▶ **The input**:

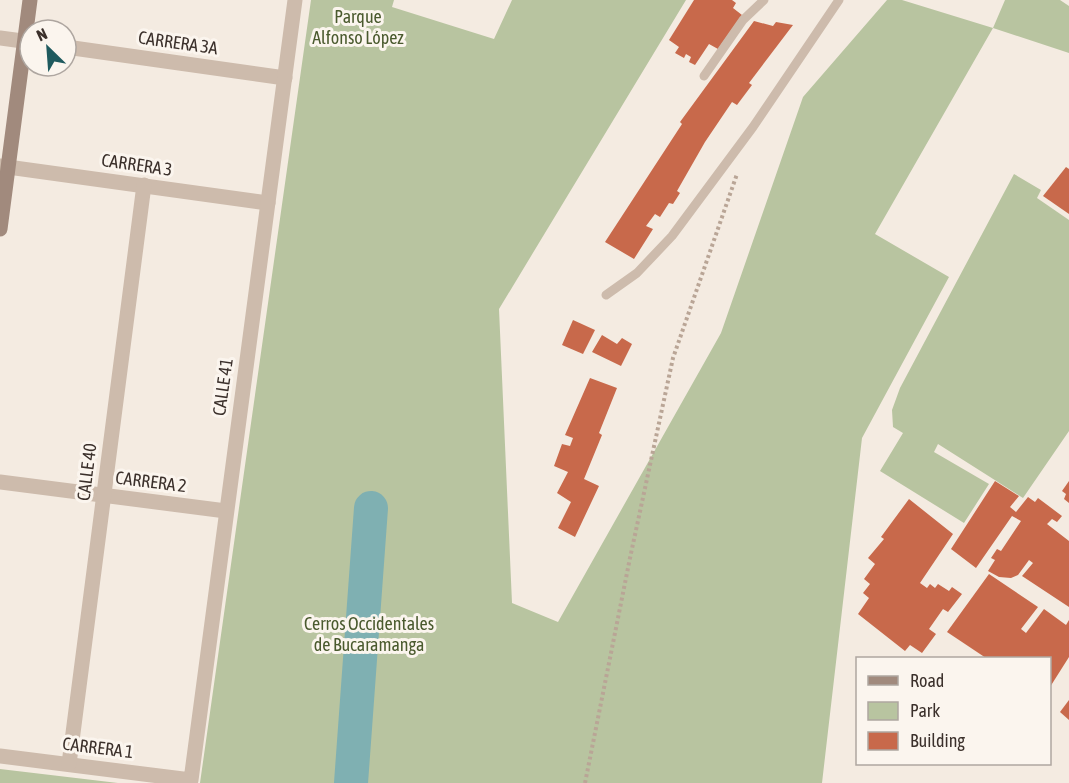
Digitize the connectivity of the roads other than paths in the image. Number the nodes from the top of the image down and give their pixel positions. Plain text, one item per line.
1 (30, 0) edge
2 (295, 0) edge
3 (764, 0) edge
4 (838, 0) edge
5 (29, 18) edge
6 (0, 38) edge
7 (18, 41) edge
8 (78, 49) edge
9 (704, 76) dead end
10 (20, 78) edge
11 (285, 78) junction
12 (4, 166) edge
13 (144, 185) junction
14 (268, 202) junction
15 (0, 229) edge
16 (606, 295) dead end
17 (0, 482) edge
18 (104, 496) junction
19 (226, 511) junction
20 (0, 756) edge
21 (69, 764) junction
22 (191, 780) joint

1 - 5 street
2 - 11 street, CALLE 41
3 - 9 lane
4 - 16 lane
6 - 7 street
8 - 11 street, CARRERA 3A
10 - 12 street
11 - 14 street, CALLE 41
12 - 13 street, CARRERA 3
12 - 15 street
13 - 14 street, CARRERA 3
13 - 18 street, CALLE 40
14 - 19 street, CALLE 41
17 - 18 street, CARRERA 2
18 - 19 street, CARRERA 2
18 - 21 street, CALLE 40
19 - 22 street, CALLE 41
20 - 21 street, CARRERA 1
21 - 22 street, CARRERA 1

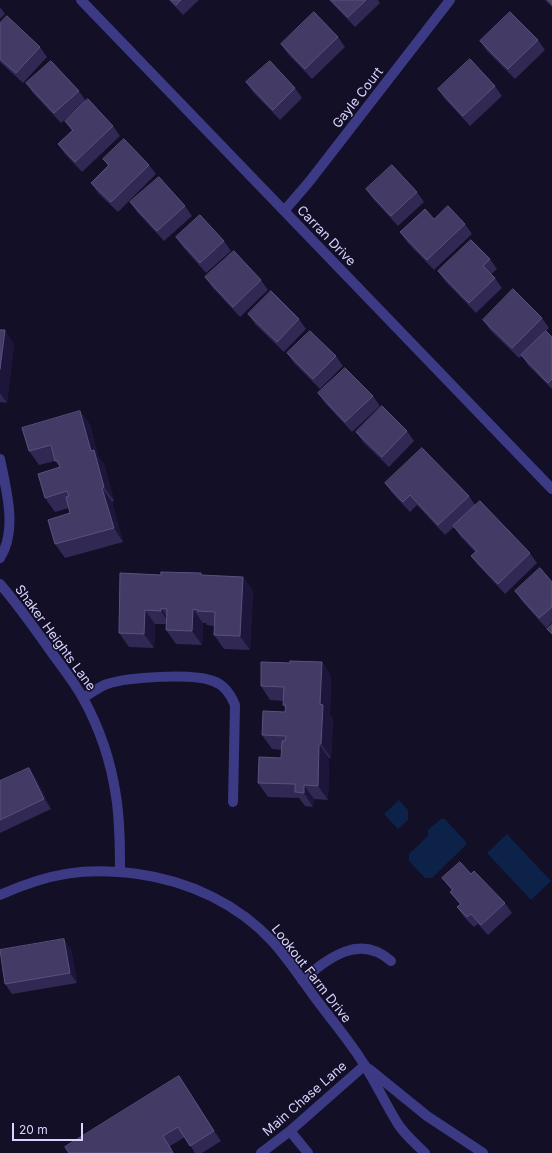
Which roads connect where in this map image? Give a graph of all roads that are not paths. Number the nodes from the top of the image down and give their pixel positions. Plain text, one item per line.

▶ **Problem to work on**: Each entry should be transcribed exactly as given, with pictures omitted.

▶ **Answer for this exercise**:
Digitize the connectivity of the roads other than paths in the image. Number the nodes from the top of the image down and give their pixel positions. Plain text, one item per line.
1 (30, 0) edge
2 (295, 0) edge
3 (764, 0) edge
4 (838, 0) edge
5 (29, 18) edge
6 (0, 38) edge
7 (18, 41) edge
8 (78, 49) edge
9 (704, 76) dead end
10 (20, 78) edge
11 (285, 78) junction
12 (4, 166) edge
13 (144, 185) junction
14 (268, 202) junction
15 (0, 229) edge
16 (606, 295) dead end
17 (0, 482) edge
18 (104, 496) junction
19 (226, 511) junction
20 (0, 756) edge
21 (69, 764) junction
22 (191, 780) joint

1 - 5 street
2 - 11 street, CALLE 41
3 - 9 lane
4 - 16 lane
6 - 7 street
8 - 11 street, CARRERA 3A
10 - 12 street
11 - 14 street, CALLE 41
12 - 13 street, CARRERA 3
12 - 15 street
13 - 14 street, CARRERA 3
13 - 18 street, CALLE 40
14 - 19 street, CALLE 41
17 - 18 street, CARRERA 2
18 - 19 street, CARRERA 2
18 - 21 street, CALLE 40
19 - 22 street, CALLE 41
20 - 21 street, CARRERA 1
21 - 22 street, CARRERA 1

Which roads connect where in this map image? Give a graph of all roads that are not paths. Number the nodes from the top of the image down and give their pixel positions. Plain text, one item per line.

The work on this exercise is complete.